→ Exercise details
Print every entry exactly as it appears, but skip the pictures.

Saved data entries
*-*-*

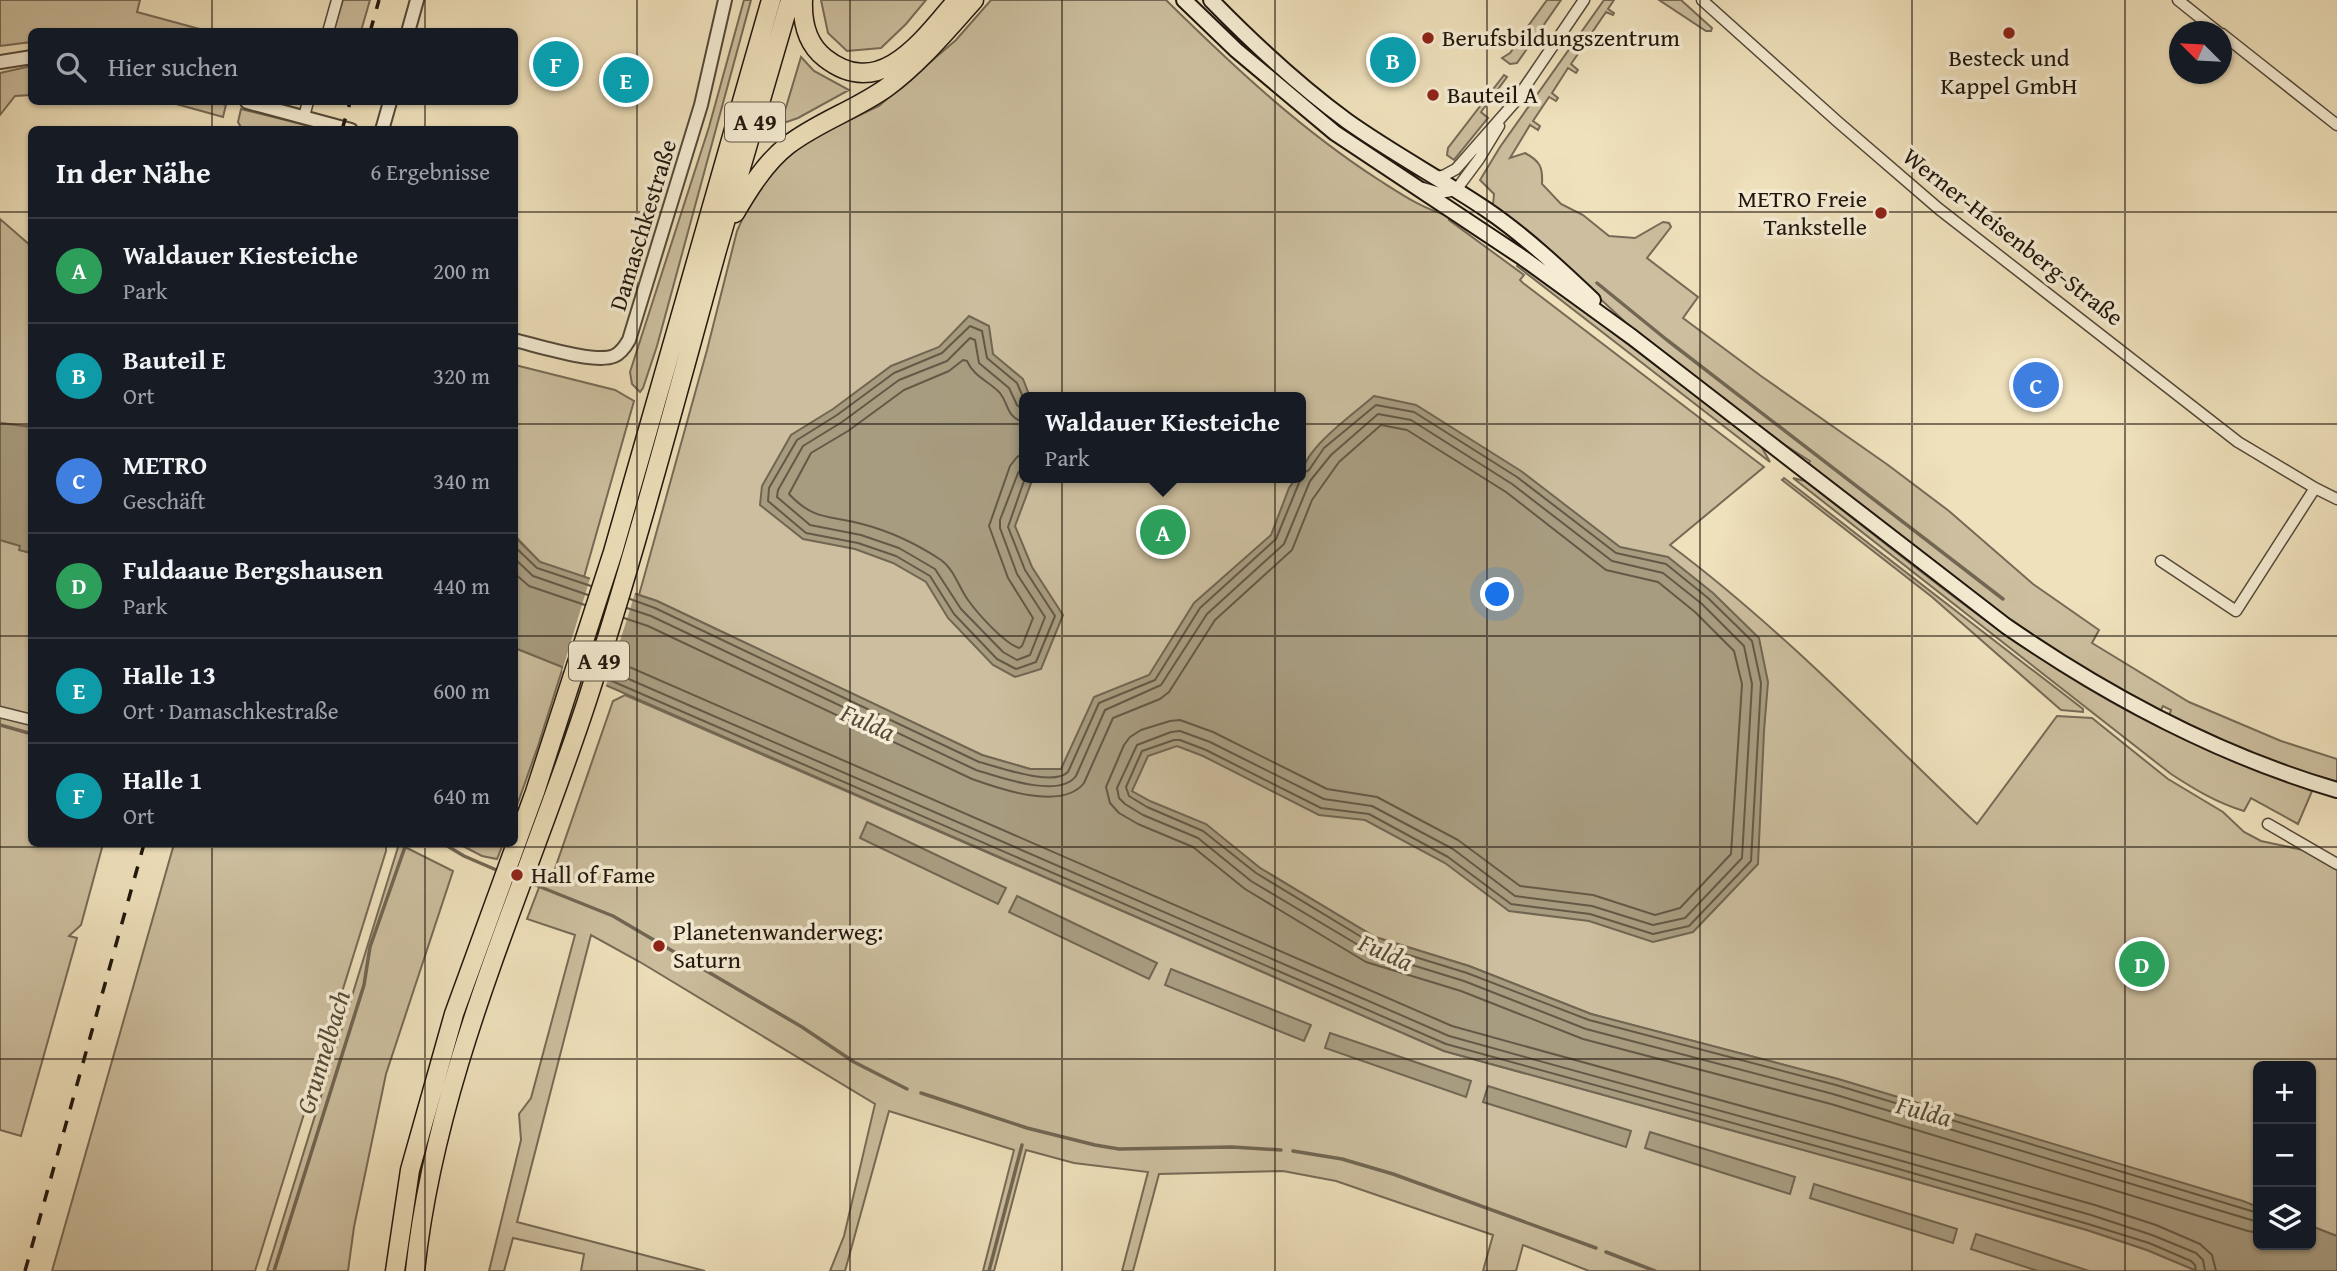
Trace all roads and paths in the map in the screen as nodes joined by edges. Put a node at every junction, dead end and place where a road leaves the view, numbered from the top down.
1 (337, 0) edge
2 (417, 0) edge
3 (725, 0) edge
4 (764, 0) edge
5 (771, 0) edge
6 (790, 0) edge
7 (803, 0) edge
8 (957, 0) edge
9 (974, 0) edge
10 (1184, 0) edge
11 (1211, 0) edge
12 (1584, 0) edge
13 (1702, 0) edge
14 (2178, 0) edge
15 (2205, 21) edge
16 (329, 28) edge
17 (409, 28) edge
18 (2232, 42) edge
19 (754, 57) junction
20 (28, 58) edge
21 (0, 62) edge
22 (1514, 103) junction
23 (259, 105) edge
24 (307, 105) edge
25 (389, 105) edge
26 (304, 116) junction
27 (2337, 125) edge
28 (338, 126) edge
29 (383, 126) edge
30 (1434, 178) junction
31 (1409, 184) junction
32 (1456, 190) junction
33 (719, 244) junction
34 (1632, 337) junction
35 (518, 341) edge
36 (2315, 488) junction
37 (2337, 499) edge
38 (2161, 561) dead end
39 (0, 712) edge
40 (28, 719) edge
41 (2337, 790) edge
42 (2268, 824) dead end
43 (518, 838) edge
44 (515, 847) edge
45 (2337, 864) edge
46 (421, 1225) junction
47 (395, 1271) edge
48 (415, 1271) edge
49 (425, 1271) edge

1 - 16 street
2 - 17 street
3 - 35 street, Damaschkestraße
4 - 19 highway
5 - 19 highway, A 49
6 - 33 highway, A 49
7 - 8 highway
9 - 33 highway
10 - 31 main road
11 - 30 main road
12 - 22 street
13 - 36 street, Werner-Heisenberg-Straße
14 - 15 street
18 - 27 street
19 - 43 highway, A 49
20 - 21 street
22 - 30 street
22 - 32 street
23 - 26 street
24 - 26 street
25 - 29 street
26 - 28 street
30 - 32 main road
31 - 32 street
31 - 34 main road
32 - 34 main road
33 - 46 highway, A 49
34 - 41 main road
36 - 37 street, Werner-Heisenberg-Straße
36 - 38 street
39 - 40 street
42 - 45 street
44 - 47 highway, A 49
46 - 48 highway, A 49
46 - 49 highway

*-*-*

→ Response to this exercise
Trace all roads and paths in the map in the screen as nodes joined by edges. Put a node at every junction, dead end and place where a road leaves the view, numbered from the top down.
1 (337, 0) edge
2 (417, 0) edge
3 (725, 0) edge
4 (764, 0) edge
5 (771, 0) edge
6 (790, 0) edge
7 (803, 0) edge
8 (957, 0) edge
9 (974, 0) edge
10 (1184, 0) edge
11 (1211, 0) edge
12 (1584, 0) edge
13 (1702, 0) edge
14 (2178, 0) edge
15 (2205, 21) edge
16 (329, 28) edge
17 (409, 28) edge
18 (2232, 42) edge
19 (754, 57) junction
20 (28, 58) edge
21 (0, 62) edge
22 (1514, 103) junction
23 (259, 105) edge
24 (307, 105) edge
25 (389, 105) edge
26 (304, 116) junction
27 (2337, 125) edge
28 (338, 126) edge
29 (383, 126) edge
30 (1434, 178) junction
31 (1409, 184) junction
32 (1456, 190) junction
33 (719, 244) junction
34 (1632, 337) junction
35 (518, 341) edge
36 (2315, 488) junction
37 (2337, 499) edge
38 (2161, 561) dead end
39 (0, 712) edge
40 (28, 719) edge
41 (2337, 790) edge
42 (2268, 824) dead end
43 (518, 838) edge
44 (515, 847) edge
45 (2337, 864) edge
46 (421, 1225) junction
47 (395, 1271) edge
48 (415, 1271) edge
49 (425, 1271) edge

1 - 16 street
2 - 17 street
3 - 35 street, Damaschkestraße
4 - 19 highway
5 - 19 highway, A 49
6 - 33 highway, A 49
7 - 8 highway
9 - 33 highway
10 - 31 main road
11 - 30 main road
12 - 22 street
13 - 36 street, Werner-Heisenberg-Straße
14 - 15 street
18 - 27 street
19 - 43 highway, A 49
20 - 21 street
22 - 30 street
22 - 32 street
23 - 26 street
24 - 26 street
25 - 29 street
26 - 28 street
30 - 32 main road
31 - 32 street
31 - 34 main road
32 - 34 main road
33 - 46 highway, A 49
34 - 41 main road
36 - 37 street, Werner-Heisenberg-Straße
36 - 38 street
39 - 40 street
42 - 45 street
44 - 47 highway, A 49
46 - 48 highway, A 49
46 - 49 highway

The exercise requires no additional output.